Этот конверт до сих пор пах лавандой. Запахом, выбивавшим слёзы из глаз Маши, пока она смотрела на мятый конверт. Его ни разу не открывали. Ведь на нём от руки, тем самым почерком из розового дневника, было выведено «Моей маленькой Машеньке. Вскрыть, когда будешь готова»
«Дорогая сестрёнка,
Когда ты будешь читать это письмо, меня уже не будет. Знаю, звучит избито… Но я уже давно разучилась писать красиво. Помнишь, как я учила тебя писать? Ты всё время пачкала пальцы в чернилах, а я говорила, что настоящая леди должна быть аккуратной. Но… Теперь и мне пришлось запачкать руки.
Наверное, ты уже достаточно взрослая, чтобы понять – или возненавидеть меня окончательно. Я не прошу прощения за свои поступки. Я сделала то, во что верила. Но я должна попросить прощения за одно – за то, что оставила тебя.
Я помню каждый твой день рождения. Помню, как читала тебе сказки. Как заплетала косички. Как учила тебя задавать вопросы. Особенно вопросы "почему?" Ты была такой любопытной. Такой яркой. Такой живой.
Не позволяй этому свету погаснуть, Машенька. Не позволяй моей смерти убить в тебе жизнь.
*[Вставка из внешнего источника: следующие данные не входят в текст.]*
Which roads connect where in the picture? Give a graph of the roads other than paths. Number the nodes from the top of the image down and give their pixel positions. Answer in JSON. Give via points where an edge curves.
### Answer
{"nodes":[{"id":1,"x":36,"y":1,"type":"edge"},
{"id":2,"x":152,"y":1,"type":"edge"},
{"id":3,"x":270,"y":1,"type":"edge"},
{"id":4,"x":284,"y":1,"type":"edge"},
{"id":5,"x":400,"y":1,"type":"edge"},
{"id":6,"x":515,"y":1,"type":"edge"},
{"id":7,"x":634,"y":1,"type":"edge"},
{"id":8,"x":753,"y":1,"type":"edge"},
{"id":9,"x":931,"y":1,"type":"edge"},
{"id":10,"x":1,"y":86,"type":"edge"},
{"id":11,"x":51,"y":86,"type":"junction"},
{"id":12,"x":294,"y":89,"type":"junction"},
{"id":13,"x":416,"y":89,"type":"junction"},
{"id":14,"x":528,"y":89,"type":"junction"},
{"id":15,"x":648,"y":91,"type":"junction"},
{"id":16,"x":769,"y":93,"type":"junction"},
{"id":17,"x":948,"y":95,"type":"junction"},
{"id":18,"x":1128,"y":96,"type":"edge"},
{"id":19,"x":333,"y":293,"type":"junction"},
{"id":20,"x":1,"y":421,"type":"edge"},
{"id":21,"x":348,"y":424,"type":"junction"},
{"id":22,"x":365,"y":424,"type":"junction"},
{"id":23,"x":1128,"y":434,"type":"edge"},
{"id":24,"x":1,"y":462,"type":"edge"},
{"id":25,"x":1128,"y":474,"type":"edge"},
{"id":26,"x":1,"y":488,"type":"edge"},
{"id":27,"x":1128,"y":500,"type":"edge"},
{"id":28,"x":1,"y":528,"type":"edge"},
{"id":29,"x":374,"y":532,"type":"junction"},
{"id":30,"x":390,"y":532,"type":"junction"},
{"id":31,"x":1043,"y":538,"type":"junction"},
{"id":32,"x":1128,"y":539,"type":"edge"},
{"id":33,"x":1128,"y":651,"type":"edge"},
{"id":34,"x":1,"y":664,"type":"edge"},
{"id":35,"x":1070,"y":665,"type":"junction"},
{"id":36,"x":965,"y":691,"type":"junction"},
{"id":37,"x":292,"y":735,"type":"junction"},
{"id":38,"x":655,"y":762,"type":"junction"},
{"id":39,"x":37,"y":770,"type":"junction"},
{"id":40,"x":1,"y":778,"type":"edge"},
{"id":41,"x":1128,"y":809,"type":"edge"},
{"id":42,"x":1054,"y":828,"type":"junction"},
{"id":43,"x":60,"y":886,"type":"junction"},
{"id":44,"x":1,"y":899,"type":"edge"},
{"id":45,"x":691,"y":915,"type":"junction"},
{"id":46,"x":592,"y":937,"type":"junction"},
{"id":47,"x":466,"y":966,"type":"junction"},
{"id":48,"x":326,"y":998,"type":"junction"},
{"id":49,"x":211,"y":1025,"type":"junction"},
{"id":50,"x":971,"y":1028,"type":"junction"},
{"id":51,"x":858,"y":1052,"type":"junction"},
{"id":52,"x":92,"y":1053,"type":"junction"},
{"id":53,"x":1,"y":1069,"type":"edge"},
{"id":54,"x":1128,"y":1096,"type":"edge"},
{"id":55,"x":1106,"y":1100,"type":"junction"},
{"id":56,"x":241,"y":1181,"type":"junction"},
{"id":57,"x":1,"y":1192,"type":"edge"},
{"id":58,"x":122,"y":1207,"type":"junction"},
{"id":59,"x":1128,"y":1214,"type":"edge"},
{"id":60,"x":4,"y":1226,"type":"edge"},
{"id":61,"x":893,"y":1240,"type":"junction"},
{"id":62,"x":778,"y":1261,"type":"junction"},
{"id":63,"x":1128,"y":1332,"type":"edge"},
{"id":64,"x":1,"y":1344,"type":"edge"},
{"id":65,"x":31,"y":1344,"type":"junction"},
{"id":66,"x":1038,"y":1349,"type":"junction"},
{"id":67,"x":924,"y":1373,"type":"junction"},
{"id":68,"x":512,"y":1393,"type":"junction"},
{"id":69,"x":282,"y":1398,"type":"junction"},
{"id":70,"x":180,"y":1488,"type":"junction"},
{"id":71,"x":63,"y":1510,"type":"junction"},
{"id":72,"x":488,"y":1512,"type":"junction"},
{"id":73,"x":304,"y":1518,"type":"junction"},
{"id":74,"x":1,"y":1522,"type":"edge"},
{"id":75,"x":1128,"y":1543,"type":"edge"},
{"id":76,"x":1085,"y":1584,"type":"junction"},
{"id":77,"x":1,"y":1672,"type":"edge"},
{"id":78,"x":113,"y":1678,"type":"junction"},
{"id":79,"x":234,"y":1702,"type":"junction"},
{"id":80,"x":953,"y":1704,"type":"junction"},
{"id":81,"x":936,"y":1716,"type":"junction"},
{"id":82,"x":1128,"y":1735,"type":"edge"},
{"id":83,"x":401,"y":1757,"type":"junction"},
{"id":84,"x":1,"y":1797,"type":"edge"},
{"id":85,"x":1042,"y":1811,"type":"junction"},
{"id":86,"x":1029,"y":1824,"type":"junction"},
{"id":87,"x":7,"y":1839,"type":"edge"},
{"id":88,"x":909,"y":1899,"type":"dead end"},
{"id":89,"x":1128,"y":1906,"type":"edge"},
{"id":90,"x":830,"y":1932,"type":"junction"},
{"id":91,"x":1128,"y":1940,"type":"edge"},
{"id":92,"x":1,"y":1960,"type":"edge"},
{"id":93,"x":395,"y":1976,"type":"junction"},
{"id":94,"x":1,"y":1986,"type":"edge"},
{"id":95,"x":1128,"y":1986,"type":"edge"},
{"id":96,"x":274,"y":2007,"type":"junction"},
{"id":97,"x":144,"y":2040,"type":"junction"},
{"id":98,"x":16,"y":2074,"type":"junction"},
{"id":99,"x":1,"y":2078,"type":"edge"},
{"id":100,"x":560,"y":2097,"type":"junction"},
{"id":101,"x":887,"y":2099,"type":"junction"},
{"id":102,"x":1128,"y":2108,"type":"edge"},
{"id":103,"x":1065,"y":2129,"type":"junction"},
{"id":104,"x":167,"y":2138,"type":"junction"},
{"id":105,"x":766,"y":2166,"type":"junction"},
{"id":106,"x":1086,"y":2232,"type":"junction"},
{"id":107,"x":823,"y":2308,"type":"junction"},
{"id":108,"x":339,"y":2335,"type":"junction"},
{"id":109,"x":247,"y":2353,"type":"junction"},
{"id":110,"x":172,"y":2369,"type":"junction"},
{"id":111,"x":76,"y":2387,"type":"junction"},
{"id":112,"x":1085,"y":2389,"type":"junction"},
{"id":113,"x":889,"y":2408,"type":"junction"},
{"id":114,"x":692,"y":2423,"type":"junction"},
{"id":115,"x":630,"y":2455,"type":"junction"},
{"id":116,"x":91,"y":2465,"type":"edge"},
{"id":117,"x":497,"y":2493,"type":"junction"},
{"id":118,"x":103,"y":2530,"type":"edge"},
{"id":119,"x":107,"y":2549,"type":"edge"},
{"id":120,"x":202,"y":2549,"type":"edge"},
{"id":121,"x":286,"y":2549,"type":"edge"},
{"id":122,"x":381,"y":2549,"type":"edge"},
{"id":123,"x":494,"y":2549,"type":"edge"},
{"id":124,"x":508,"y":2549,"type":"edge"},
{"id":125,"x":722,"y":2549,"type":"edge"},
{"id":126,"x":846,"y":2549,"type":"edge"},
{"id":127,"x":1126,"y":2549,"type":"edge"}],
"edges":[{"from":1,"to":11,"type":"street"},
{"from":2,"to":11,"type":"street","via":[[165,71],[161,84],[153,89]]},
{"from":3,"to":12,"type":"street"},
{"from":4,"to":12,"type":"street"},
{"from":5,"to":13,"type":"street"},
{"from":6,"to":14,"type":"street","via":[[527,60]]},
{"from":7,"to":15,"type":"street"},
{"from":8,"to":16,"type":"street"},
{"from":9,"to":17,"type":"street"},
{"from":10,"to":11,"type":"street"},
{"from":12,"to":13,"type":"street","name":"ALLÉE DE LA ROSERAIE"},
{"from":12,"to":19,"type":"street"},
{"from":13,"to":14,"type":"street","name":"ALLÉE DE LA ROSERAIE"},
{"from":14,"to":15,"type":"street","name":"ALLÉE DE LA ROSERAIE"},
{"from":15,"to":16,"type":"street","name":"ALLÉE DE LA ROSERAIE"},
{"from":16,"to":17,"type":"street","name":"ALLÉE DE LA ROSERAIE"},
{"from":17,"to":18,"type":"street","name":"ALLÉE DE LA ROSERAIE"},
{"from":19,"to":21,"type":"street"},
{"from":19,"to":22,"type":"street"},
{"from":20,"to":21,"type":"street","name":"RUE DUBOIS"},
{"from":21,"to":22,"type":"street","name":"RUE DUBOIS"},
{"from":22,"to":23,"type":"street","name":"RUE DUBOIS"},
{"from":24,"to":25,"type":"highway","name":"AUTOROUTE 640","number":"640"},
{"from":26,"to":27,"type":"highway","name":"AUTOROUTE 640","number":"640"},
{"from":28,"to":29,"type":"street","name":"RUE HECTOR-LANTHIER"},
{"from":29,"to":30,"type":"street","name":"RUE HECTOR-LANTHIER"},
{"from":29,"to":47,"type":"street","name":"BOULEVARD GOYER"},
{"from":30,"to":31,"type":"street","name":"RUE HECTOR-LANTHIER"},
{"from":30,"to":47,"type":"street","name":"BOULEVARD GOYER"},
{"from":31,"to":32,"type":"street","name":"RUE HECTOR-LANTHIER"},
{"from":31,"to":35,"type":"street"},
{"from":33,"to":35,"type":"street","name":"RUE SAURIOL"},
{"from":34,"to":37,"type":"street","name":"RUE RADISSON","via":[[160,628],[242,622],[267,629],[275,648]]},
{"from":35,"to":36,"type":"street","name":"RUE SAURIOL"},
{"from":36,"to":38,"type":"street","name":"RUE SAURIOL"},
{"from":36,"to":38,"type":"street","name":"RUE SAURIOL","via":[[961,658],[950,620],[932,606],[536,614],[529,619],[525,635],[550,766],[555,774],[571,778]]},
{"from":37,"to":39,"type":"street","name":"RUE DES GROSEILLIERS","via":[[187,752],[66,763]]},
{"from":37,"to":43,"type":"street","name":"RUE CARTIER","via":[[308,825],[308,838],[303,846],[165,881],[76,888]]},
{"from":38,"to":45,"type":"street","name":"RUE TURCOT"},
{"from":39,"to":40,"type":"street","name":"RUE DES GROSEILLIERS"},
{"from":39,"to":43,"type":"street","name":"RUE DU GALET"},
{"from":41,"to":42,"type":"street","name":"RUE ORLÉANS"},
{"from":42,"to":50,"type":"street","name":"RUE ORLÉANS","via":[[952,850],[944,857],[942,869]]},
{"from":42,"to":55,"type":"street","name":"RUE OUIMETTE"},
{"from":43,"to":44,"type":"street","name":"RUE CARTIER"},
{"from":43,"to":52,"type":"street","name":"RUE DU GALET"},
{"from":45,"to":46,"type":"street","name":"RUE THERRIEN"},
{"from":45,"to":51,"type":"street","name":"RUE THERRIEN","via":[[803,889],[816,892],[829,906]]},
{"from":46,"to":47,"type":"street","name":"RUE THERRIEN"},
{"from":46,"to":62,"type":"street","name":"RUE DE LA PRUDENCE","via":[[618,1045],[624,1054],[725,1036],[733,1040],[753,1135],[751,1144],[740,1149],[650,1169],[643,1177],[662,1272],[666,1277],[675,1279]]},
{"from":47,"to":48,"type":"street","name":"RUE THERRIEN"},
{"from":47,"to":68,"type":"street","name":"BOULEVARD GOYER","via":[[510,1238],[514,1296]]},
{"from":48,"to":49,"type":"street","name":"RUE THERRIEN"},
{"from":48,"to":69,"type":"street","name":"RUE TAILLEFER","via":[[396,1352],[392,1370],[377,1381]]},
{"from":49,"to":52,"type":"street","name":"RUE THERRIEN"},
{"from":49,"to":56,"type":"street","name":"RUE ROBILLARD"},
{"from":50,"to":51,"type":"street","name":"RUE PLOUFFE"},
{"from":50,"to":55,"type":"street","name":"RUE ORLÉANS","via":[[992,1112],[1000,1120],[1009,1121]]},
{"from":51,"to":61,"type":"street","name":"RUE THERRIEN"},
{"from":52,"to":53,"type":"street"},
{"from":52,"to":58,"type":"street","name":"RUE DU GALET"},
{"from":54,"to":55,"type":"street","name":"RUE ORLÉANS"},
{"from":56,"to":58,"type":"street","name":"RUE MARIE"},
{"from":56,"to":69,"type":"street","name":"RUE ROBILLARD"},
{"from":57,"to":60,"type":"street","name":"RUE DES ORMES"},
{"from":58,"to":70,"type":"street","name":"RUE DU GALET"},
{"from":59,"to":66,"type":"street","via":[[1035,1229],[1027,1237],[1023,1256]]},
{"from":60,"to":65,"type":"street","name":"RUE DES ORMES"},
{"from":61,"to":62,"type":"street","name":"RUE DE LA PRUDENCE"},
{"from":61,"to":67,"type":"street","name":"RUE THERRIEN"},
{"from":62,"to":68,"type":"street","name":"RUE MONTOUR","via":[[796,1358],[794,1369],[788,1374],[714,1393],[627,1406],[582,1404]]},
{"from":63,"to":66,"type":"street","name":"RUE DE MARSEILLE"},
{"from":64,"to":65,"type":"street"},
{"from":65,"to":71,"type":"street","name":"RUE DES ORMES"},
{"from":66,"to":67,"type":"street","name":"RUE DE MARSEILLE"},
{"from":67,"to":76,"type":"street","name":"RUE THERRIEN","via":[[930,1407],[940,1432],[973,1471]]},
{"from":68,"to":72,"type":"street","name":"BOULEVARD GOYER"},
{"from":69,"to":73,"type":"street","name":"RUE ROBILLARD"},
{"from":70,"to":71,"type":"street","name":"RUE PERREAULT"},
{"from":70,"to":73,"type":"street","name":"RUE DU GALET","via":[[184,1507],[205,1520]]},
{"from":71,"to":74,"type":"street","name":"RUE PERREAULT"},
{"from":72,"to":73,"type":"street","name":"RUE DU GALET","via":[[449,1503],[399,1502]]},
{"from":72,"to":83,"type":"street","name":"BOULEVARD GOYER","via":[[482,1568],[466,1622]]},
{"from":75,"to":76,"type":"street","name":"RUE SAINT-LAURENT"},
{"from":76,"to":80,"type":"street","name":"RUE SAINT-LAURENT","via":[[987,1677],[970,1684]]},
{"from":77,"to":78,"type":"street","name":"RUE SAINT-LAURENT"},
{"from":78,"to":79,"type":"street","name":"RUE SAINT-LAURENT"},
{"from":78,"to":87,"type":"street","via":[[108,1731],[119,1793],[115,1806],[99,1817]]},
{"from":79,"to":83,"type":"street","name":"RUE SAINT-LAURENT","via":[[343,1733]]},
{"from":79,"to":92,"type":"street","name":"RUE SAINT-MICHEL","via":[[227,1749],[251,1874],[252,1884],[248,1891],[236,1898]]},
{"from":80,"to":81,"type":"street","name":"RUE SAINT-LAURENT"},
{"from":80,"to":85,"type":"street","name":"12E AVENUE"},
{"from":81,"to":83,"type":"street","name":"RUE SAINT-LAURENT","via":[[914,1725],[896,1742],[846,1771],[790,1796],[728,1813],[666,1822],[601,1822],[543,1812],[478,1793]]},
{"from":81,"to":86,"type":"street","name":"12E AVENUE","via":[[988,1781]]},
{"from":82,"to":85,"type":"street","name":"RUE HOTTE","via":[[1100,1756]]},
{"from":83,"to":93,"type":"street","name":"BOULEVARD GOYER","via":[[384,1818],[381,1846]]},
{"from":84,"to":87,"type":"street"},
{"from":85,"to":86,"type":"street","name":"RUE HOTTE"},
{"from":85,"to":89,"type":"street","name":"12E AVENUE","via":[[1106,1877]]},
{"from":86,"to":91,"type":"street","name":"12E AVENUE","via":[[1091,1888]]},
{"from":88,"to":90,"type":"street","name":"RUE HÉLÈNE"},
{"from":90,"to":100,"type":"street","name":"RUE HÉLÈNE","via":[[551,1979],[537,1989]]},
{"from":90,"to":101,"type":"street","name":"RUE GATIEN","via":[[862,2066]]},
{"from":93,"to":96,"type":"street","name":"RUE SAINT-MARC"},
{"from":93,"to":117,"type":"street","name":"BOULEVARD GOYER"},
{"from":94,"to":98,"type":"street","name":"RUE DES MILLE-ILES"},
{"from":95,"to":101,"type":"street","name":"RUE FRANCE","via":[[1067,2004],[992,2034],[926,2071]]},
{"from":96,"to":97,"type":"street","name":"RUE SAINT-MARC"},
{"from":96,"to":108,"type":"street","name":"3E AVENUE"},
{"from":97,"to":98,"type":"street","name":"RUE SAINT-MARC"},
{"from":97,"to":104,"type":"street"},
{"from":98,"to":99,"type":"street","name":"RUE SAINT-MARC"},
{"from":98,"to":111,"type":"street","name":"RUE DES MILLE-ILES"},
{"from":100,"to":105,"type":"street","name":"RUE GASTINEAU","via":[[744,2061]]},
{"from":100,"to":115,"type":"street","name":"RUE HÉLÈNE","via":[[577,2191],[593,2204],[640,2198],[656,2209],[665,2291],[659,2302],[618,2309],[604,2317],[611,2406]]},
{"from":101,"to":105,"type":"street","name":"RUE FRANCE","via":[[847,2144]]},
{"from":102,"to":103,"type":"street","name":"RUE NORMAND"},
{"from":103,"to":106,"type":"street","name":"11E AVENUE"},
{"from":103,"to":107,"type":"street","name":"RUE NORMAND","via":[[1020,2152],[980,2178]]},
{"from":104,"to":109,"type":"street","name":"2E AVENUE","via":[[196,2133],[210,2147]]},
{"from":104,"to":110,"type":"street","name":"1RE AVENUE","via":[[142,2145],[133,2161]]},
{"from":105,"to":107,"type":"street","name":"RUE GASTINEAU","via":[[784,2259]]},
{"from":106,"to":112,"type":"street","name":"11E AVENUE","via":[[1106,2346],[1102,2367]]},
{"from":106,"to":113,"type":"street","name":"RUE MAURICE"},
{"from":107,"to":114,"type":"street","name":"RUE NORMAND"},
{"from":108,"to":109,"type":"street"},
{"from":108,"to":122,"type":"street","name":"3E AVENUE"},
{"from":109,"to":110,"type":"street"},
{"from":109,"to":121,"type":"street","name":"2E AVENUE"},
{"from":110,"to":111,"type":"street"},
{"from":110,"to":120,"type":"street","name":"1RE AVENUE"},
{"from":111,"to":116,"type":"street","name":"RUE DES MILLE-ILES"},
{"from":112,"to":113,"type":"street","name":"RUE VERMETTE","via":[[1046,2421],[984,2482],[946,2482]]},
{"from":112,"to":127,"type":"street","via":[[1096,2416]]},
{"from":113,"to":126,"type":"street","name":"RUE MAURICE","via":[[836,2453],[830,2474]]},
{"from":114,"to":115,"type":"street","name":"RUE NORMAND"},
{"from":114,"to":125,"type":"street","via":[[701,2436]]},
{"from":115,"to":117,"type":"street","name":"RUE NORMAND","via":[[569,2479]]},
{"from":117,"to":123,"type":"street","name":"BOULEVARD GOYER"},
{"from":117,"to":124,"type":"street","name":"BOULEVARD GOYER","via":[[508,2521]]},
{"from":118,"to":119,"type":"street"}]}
Ненависть – это тоже форма любви, просто вывернутая наизнанку. Я знаю, ты научилась ненавидеть. Научись снова любить.
Я оставляю тебе свой самый важный урок: всегда оставайся верной себе. Даже если весь мир будет против тебя. Даже если придётся заплатить высшую цену. Потому что жить против своей совести – всё равно что умереть.
Прости меня за шрамы, которые я оставила на твоей душе. Надеюсь, когда-нибудь ты поймёшь – иногда любовь выражается в готовности уйти ради того, во что веришь.
Я люблю тебя, моя маленькая сестрёнка. Всегда любила и всегда буду любить.
Твоя Лера
P.S. Береги мишку, которого я тебе подарила. И помни – у него внутри не опилки, а любовь.»
На следующий день, на подкашивающихся ногах, Маша отправилась в лекционную. Она не видела ничего вокруг себя, весь мир превратился в плотное марево. Все мысли пропали из головы. И тело шло само – запрограммированное, не своё. Уже другое тело.
– Кирилл Владимирович…
Профессор взглянул на Машу.
– Как думаете, мы можем открыть здесь газету?